Elle donnerait tout pour retrouver Marek. Mais quel Marek? Le confident de son adolescence, capable de regarder stoïquement Patrick Demsey pour la centième fois ? Le premier amour qu’elle n’a jamais pu concrétiser, le premier baiser, le premier coeur emballé ? Le charismatique millionnaire capable de tous les excès, juste pour faire renaître un sourire sur son visage? L’homme d’affaires cassant, capable de tout pour se protéger? L’homme un peu excessif, dans son besoin de contrôle comme dans son penchant absolu de la combler?
Pour sa part, Marek n’est pas plus sûr de lui. La culpabilité l’étouffe, les doutes aussi. Dans quel but Milie réapparaît-elle dans sa vie? Qu’est-elle prête à lui donner? À lui reprendre? Comment concilier ce que lui dictent son coeur et sa raison?

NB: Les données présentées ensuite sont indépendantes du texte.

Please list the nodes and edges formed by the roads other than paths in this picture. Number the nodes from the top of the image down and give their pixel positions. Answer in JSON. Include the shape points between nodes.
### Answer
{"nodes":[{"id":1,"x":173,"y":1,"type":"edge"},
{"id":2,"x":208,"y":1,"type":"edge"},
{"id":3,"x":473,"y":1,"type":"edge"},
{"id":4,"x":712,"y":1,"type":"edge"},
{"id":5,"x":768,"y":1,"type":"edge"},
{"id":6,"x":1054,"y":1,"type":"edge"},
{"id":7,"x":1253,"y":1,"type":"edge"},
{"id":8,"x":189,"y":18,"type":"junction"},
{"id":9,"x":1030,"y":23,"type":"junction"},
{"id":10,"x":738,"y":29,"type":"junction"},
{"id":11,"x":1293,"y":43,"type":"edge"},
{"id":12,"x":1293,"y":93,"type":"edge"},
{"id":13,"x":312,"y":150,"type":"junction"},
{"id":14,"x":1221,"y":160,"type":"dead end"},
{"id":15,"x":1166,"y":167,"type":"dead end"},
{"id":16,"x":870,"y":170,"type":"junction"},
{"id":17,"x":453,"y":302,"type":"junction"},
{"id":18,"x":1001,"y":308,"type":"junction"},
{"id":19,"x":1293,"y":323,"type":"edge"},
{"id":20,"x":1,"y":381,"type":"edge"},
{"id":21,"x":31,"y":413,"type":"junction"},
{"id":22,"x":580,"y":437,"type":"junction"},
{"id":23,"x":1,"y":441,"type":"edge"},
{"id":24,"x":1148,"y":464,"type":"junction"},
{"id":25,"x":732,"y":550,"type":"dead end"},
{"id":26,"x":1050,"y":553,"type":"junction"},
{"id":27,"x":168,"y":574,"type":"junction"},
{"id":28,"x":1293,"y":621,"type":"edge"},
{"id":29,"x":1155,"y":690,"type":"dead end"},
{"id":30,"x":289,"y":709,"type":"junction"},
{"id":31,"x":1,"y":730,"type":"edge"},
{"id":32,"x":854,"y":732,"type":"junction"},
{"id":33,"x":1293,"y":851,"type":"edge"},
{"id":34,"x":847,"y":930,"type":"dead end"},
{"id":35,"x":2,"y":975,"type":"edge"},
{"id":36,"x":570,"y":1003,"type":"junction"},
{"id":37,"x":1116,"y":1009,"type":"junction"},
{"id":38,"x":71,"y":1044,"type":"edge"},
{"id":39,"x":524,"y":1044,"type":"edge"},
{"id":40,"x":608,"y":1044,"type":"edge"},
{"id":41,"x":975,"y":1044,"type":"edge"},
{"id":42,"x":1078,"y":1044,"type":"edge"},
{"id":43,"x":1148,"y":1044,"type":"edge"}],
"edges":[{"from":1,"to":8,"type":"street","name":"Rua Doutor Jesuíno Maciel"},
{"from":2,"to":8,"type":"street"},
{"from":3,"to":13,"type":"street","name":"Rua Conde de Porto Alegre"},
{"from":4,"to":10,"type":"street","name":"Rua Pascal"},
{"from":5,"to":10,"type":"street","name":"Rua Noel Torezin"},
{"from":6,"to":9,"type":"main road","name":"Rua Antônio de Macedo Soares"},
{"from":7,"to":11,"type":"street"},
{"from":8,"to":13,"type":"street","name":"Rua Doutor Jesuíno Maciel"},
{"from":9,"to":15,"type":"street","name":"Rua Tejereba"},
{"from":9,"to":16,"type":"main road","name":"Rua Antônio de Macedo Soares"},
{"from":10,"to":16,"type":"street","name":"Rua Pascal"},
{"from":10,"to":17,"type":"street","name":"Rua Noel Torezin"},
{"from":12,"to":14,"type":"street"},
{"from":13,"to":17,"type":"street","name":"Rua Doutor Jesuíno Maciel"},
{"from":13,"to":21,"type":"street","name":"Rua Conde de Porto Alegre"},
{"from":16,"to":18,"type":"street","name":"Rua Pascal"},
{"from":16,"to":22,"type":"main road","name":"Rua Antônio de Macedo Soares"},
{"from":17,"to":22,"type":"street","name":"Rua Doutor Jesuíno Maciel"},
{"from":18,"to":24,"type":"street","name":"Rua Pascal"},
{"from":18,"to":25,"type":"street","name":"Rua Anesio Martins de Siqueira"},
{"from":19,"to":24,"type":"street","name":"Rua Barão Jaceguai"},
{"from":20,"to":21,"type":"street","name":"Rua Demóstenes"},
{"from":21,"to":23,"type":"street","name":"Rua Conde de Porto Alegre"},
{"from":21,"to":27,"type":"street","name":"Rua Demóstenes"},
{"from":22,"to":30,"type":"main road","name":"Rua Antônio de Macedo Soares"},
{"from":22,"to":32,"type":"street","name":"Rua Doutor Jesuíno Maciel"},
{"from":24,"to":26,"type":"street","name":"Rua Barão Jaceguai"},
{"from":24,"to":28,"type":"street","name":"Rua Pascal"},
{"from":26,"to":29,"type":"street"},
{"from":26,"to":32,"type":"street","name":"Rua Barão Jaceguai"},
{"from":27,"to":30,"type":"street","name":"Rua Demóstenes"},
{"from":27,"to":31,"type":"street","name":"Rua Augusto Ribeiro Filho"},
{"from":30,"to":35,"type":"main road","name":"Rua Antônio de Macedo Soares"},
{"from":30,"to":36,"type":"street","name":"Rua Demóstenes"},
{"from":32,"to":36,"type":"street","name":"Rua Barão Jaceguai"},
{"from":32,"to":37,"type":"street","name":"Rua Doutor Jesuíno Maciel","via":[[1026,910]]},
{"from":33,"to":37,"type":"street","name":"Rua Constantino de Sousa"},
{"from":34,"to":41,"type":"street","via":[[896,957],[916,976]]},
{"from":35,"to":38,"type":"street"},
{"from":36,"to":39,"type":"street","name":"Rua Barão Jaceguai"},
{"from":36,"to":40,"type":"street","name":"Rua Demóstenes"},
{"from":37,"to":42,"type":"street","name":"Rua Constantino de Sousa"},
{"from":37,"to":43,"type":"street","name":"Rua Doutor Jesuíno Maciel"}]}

Ce roman illustre la difficulté à retrouver quelqu’un lorsque le temps, la distance, les aléas de la vie et le silence ont rempli leur ouvre de démolition. Faut-il espérer reprendre l’histoire comme si elle n’avait pas eu lieu? Doit-on la placer au centre de toute relation? Connaît-on encore celui en face? Nous connaît-il? Est-il encore possible de réaliser les rêves d’antan?
Tous ces dilemmes émaillent le récit de rapprochements d’une intensité sensuelle et émotionnelle à couper le souffle, mais aussi d’accrochages et de volte-face qui m’ont donné des envies de rentrer dans le livre pour secouer ces deux têtes de mules.
Heureusement, il y a de très bons candidats pour prendre ma place!
En effet, la galerie des personnages secondaires, les quadruplés et Aude, mais aussi une assistante aussi malicieuse que bienveillante et un garde du corps attentif et pince sans rire, contribuent grandement à toute la dramaturgie de cette histoire.
Je pourrais vous en dire encore des tonnes.
Je pourrais vous expliquer que je suis admirative de la qualité de la plume d’Erin Graham. De sa faculté à inventer des personnages qui sonnent juste. De son talent pour trouver les mots capables de toucher parfaitement la corde sensible, de transporter l’émotion parfaite. De sa facilité à parler à mon coeur autant qu’à mon esprit. De son don pour me faire passer du rire aux larmes en un instant. Des raisons pour lesquelles, à cause d’elle, je suis allée exposer -pour rire- quelques griefs à mon cher et tendre quant au traitement que, en tant que princesse auto-déclarée, je serais en droit d’attendre.
Mais je crois que je repasse en mode groupie. Et surtout, en relisant cette longue chronique, je me rends compte d’une erreur majeure. En prenant ainsi de votre temps pour vous expliquer pourquoi il faut absolument lire ce livre puissant, addictif, sensuel, passionné, désespéré mais aussi plein d’espoir pour tous ceux qui se pensent au fond des abîmes, je vous empêche d’être, déjà, dans les premières pages. Et ça, c’est un tort!
Alors foncez vite, sans crainte, mais le coeur bien accroché et l’esprit bien ouvert, dans l’univers d’Emilie et des quadruplés. Vous pourriez bien être emportés dans un tourbillon fou d’émotions intenses.